# Etymology of суть



## CitizenEmpty

суть means "essence" as a noun and "3rd person present plural of быть" as a verb. It looks like to me that they are etymologically similar or same. Can anyone confirm this?


----------



## ahvalj

Almost. _Суть_ (<PIE *_hₑsonti_) is a personal form of the verb, -_ь_<*-_i_ is the ending here, which was never followed by anything else. _Суть_ (<PIE *Nom. Sg. _hₑsontis_, Acc. Sg. *_hₑsontim_) is a former _i_-stem noun, where -_ь_<*-_i_- is etymologically a suffix, followed in the prehistoric past by a final consonant (*-_s_ in Nom. and *_-m_ in Acc.). The noun is derived from the participle, like e. g. in Greek (_οὐσία_ < PIE _*hₑsonti- _cp. _οὖσα _Part. Praes. Act. fem.).

Why is the personal form of Pl. 3 in the IE languages (except in the attested Baltic, which has the same  form for all the three numbers in the third person) related to the _nt_-Participle is another question. Most probably, the original form of Pl. 3 in earlier PIE was replaced with the _nt_-Participle or with the _nt_-form that also served as the source of this participle (compare Finnish _laulavat_ "they sing" & "singing" [Nom. Pl. Part. Praes. Act.]).


----------



## CitizenEmpty

Interesting.



ahvalj said:


> The noun is derived from the participle, like e. g. in Greek (_οὐσία_ < PIE _*hₑsonti- _cp. _οὖσα _Part. Praes. Act. fem.).

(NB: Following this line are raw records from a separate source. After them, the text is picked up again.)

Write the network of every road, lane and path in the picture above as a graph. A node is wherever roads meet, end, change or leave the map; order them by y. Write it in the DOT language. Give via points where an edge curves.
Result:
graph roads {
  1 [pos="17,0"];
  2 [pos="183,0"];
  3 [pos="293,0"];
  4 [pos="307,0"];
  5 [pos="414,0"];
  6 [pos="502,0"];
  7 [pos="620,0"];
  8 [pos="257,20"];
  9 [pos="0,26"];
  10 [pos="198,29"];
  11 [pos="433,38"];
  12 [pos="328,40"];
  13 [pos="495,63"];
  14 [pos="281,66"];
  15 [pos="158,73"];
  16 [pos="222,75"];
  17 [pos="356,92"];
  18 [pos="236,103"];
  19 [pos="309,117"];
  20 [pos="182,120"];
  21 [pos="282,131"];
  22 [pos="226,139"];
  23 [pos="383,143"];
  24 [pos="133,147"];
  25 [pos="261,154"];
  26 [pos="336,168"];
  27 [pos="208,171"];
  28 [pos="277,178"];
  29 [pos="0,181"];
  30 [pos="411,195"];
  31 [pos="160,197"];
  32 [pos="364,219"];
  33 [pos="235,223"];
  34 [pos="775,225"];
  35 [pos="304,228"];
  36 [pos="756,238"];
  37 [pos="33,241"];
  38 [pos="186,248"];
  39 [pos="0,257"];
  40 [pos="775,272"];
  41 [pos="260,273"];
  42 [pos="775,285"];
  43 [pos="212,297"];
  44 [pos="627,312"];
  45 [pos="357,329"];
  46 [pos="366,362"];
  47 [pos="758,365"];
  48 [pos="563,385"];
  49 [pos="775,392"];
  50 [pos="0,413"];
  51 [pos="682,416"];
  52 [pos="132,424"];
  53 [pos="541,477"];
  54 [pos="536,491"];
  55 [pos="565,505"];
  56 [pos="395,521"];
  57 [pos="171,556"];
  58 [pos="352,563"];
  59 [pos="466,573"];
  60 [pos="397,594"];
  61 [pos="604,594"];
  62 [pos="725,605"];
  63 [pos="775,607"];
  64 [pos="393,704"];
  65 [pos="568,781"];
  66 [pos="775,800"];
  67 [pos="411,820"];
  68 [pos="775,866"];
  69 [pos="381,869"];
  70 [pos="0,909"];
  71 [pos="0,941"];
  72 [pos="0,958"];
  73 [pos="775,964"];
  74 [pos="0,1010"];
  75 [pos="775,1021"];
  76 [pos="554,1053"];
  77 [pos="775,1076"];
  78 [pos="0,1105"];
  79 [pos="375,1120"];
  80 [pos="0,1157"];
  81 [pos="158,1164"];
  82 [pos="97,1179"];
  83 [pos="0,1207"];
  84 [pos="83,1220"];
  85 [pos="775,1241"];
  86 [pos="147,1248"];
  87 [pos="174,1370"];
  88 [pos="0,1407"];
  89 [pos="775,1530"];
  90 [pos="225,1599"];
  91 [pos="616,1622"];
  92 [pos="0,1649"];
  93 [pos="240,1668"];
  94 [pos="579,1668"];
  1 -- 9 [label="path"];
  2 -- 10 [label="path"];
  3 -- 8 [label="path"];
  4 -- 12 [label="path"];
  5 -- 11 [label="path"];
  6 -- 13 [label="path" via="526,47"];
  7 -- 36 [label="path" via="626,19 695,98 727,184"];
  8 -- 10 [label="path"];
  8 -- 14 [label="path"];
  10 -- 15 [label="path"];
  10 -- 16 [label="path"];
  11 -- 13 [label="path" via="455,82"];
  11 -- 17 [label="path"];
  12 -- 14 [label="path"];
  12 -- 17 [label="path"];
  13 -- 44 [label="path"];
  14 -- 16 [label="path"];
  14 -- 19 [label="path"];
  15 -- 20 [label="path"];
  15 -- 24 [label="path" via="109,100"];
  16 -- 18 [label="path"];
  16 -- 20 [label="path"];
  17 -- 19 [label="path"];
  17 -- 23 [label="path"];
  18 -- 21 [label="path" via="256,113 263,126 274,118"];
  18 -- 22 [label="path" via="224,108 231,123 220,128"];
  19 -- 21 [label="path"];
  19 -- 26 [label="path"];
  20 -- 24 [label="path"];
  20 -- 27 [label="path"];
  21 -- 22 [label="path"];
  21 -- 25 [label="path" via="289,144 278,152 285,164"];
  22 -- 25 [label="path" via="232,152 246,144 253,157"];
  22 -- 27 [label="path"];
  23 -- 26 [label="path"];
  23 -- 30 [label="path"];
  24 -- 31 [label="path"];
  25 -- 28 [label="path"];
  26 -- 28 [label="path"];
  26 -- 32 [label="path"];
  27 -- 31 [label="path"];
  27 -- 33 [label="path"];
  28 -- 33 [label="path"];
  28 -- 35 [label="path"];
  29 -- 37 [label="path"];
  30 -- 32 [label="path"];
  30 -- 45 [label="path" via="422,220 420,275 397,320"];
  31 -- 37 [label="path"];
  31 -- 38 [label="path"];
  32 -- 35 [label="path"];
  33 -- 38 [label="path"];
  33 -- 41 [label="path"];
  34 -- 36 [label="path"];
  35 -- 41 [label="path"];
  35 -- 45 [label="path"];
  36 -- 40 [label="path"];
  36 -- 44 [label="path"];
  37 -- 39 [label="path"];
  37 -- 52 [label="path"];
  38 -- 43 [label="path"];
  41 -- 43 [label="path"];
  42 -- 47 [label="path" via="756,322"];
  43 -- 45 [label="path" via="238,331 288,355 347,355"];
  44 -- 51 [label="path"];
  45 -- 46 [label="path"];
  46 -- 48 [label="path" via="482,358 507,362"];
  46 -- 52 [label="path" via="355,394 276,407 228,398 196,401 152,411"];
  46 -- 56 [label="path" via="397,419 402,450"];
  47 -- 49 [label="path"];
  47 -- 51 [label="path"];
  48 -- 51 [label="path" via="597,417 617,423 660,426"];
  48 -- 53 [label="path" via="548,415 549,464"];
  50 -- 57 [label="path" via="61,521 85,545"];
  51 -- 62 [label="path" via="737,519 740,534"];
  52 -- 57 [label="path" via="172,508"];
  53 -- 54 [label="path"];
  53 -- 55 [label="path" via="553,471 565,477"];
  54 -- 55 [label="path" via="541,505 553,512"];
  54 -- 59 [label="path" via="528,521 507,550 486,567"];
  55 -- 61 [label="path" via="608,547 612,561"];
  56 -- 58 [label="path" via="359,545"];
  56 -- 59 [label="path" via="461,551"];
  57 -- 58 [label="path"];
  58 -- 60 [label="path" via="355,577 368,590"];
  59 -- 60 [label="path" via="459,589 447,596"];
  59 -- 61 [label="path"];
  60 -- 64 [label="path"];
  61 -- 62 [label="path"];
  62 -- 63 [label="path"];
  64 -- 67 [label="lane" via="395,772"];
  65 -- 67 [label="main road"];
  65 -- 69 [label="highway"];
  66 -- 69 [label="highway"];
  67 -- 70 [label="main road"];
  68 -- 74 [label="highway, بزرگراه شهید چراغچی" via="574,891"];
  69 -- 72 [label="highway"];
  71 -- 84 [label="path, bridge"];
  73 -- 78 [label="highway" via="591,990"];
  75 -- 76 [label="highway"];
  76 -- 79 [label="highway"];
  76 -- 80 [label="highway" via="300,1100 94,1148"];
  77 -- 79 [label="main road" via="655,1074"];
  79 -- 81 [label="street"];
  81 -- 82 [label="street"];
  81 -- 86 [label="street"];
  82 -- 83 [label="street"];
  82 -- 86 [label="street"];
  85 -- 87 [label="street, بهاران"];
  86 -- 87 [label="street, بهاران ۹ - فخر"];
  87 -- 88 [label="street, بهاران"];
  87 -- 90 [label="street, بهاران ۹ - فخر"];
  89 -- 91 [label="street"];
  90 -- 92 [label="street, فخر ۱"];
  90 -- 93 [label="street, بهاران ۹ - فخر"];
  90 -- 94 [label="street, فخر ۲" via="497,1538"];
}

What kind of participle of быть would that be?


----------



## ahvalj

CitizenEmpty said:


> Interesting.
> 
> 
> 
> What kind of participle of быть would that be?


_Сущий_. _Щ_ comes from *_tj_ since in Balto-Slavic these participles were partly thematicized (cp. Old Church Slavonic Nom. Sg. _sy_<*_hₑsonts_, Gen. Sg. _sǫšta_ and Lithuanian _esąs_, _esančio_).


----------



## ahvalj

ahvalj said:


> like e. g. in Greek (_οὐσία_ < PIE _*hₑsonti- _cp. _οὖσα _Part. Praes. Act. fem.)


I've re-read this statement and thought that it requires clarification. Ancient Greek words usually remain pretty well recognizable from a PIE perspective, yet these two seem to have experienced most Greek sound shifts. So, here are the steps.

*The Participle:*
PIE *_hₑsontihₐ _(the proper PIE form was probably *_hₑsn̥tihₐ_ with a zero-grade, but since at some point Greek leveled this form after the masculine and neuter, let's assume it happened very early)

Early Proto-Greek *_esontı̯a_ — both laryngeals vocalized into short vowels according to their colors;_ ia_>_ı̯a_

Mycenaean *_ehonʦa —_ intervocalic _s_>_h_; the sequence _tı̯_ assibilated into _ʦ_

Post-Mycenaean *_eonsa —_ -_h_- disappeared; _ʦ_ simplified into _s_

Classical _ọ̄sa_ (orthographically _οὖσα_) — _n_ disappeared before _s_ and lengthened the preceding _o_; adjacent vowels contracted

Later Classical _ūsa —_ _ọ̄_>_ū_


*The noun:*
PIE *_hₑsontis _(here the _o_-grade is probably original)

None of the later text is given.